EXERCISE: Here is the listing. Report each line in it that contains the string "this".

MATERIAL PROVIDED:
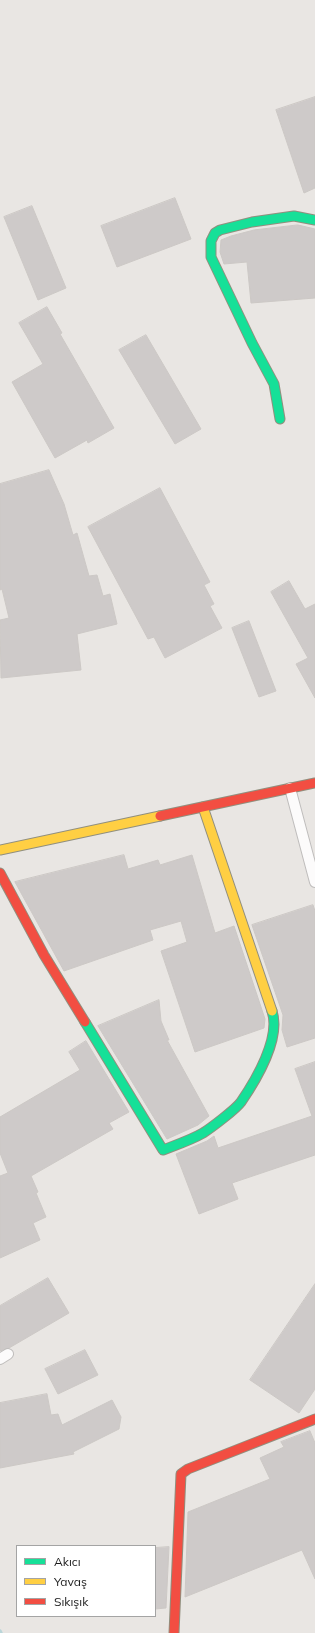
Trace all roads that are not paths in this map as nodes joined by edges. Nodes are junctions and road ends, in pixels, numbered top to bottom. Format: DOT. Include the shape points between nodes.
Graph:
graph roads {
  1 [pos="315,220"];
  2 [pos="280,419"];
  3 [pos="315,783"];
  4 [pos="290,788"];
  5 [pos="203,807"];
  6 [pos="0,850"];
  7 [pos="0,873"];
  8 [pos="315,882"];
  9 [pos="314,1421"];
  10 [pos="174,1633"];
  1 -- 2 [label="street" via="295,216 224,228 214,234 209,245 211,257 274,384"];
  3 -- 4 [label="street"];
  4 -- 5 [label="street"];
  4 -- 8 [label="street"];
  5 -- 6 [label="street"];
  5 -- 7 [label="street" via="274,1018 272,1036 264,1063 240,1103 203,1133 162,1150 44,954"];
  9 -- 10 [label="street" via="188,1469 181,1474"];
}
...
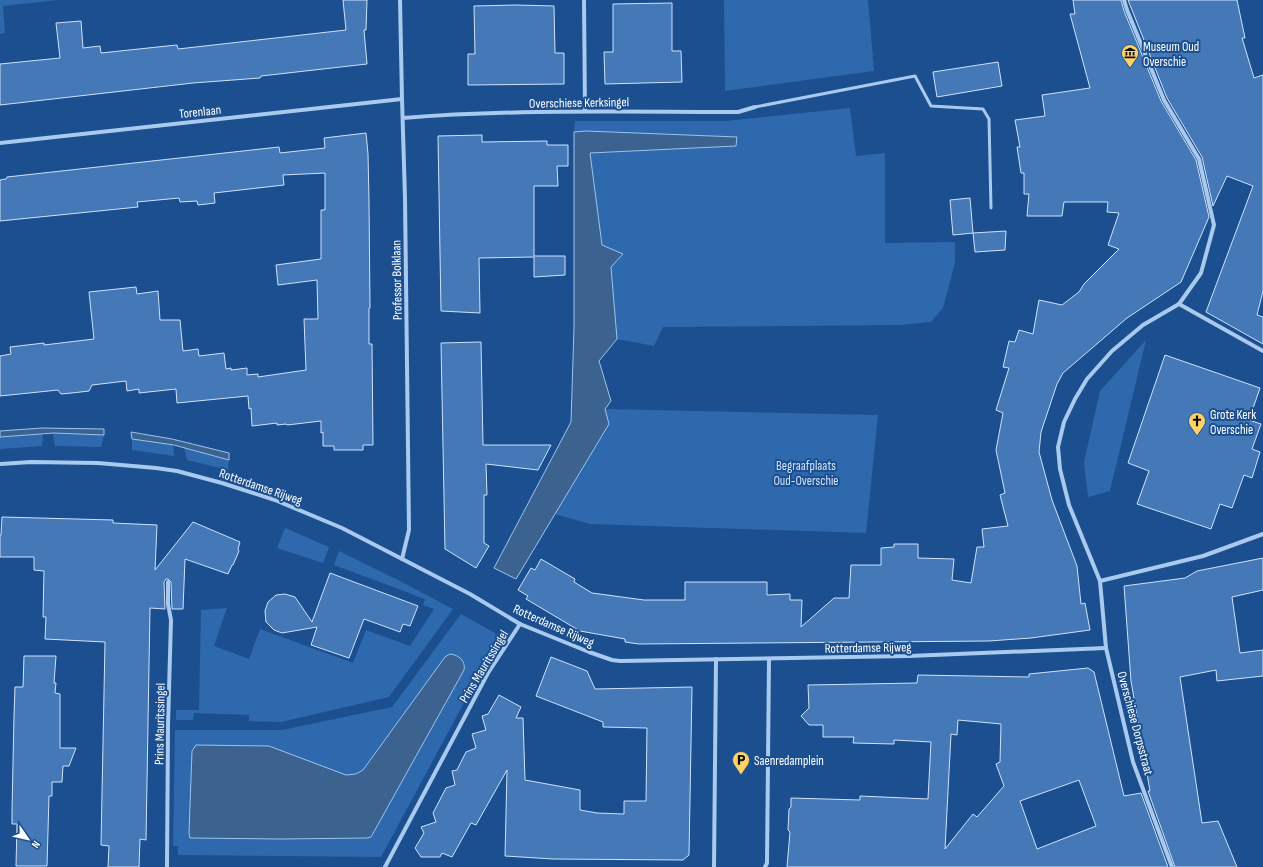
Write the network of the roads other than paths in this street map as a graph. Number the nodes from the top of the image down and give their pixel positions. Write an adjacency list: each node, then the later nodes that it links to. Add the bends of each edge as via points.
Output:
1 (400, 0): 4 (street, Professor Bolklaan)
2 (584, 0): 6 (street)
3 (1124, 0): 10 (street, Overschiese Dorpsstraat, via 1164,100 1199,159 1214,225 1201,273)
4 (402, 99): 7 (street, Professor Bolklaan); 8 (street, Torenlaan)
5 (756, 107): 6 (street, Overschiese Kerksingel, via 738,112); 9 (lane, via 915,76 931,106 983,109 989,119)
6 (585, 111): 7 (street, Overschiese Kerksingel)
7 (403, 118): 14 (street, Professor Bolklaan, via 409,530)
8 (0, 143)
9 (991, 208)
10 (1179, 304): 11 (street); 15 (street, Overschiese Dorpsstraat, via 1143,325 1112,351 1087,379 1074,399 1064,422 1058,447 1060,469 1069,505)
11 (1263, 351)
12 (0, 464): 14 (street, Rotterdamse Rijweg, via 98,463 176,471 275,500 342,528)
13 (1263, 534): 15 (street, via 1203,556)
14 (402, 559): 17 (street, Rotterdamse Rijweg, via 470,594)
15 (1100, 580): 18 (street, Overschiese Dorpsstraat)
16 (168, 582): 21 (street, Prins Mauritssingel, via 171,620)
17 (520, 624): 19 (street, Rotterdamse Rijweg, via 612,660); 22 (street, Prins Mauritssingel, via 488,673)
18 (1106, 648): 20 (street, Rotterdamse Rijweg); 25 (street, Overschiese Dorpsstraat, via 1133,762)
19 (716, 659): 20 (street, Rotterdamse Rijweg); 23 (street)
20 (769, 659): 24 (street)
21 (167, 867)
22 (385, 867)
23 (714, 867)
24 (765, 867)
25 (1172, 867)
==
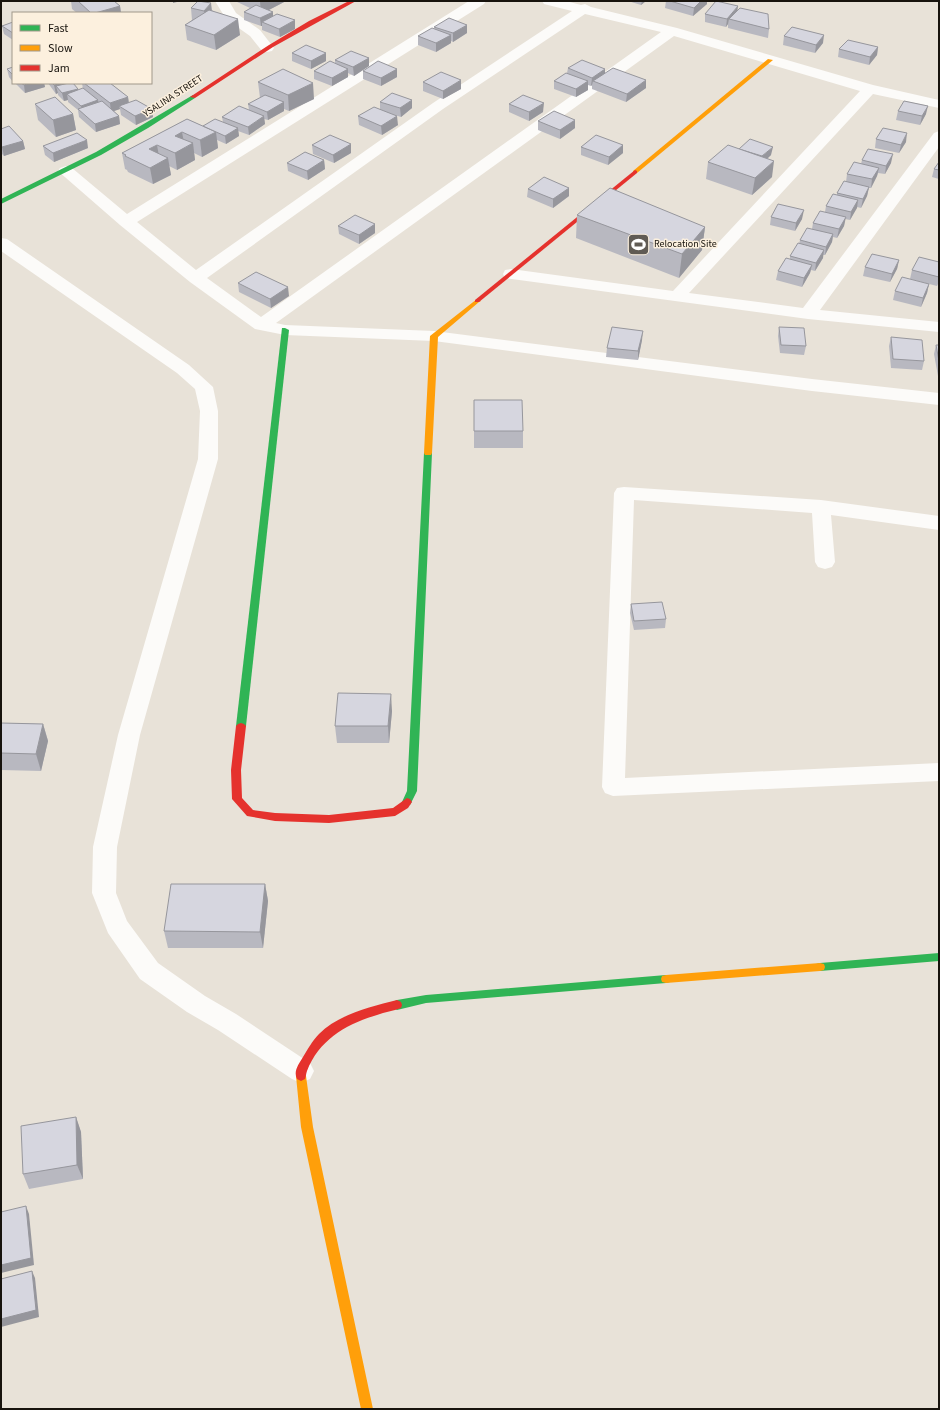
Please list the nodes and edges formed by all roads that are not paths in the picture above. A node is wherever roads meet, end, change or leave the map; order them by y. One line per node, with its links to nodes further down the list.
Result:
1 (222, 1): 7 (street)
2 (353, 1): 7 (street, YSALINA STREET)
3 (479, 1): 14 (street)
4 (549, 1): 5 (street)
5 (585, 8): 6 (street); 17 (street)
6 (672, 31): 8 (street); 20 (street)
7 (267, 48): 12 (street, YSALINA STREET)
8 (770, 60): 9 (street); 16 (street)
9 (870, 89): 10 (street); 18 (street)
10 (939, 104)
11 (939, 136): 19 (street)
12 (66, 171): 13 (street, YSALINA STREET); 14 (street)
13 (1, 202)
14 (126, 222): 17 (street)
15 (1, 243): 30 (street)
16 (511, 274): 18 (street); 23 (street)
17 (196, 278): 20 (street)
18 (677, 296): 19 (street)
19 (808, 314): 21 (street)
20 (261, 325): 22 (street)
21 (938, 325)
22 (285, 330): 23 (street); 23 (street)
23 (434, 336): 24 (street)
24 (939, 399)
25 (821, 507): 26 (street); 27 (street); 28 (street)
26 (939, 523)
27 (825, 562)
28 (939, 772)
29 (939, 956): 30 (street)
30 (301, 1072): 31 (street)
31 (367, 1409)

WRITTEN RESPONSE:
Trace all roads that are not paths in this map as nodes joined by edges. Nodes are junctions and road ends, in pixels, numbered top to bottom. Format: DOT. Include the shape points between nodes.
Write the network of the roads other than paths in this street map as a graph. Number the nodes from the top of the image down and give their pixel positions. Write an adjacency list: each node, then the later nodes that it links to. Add the bends of each edge as via points.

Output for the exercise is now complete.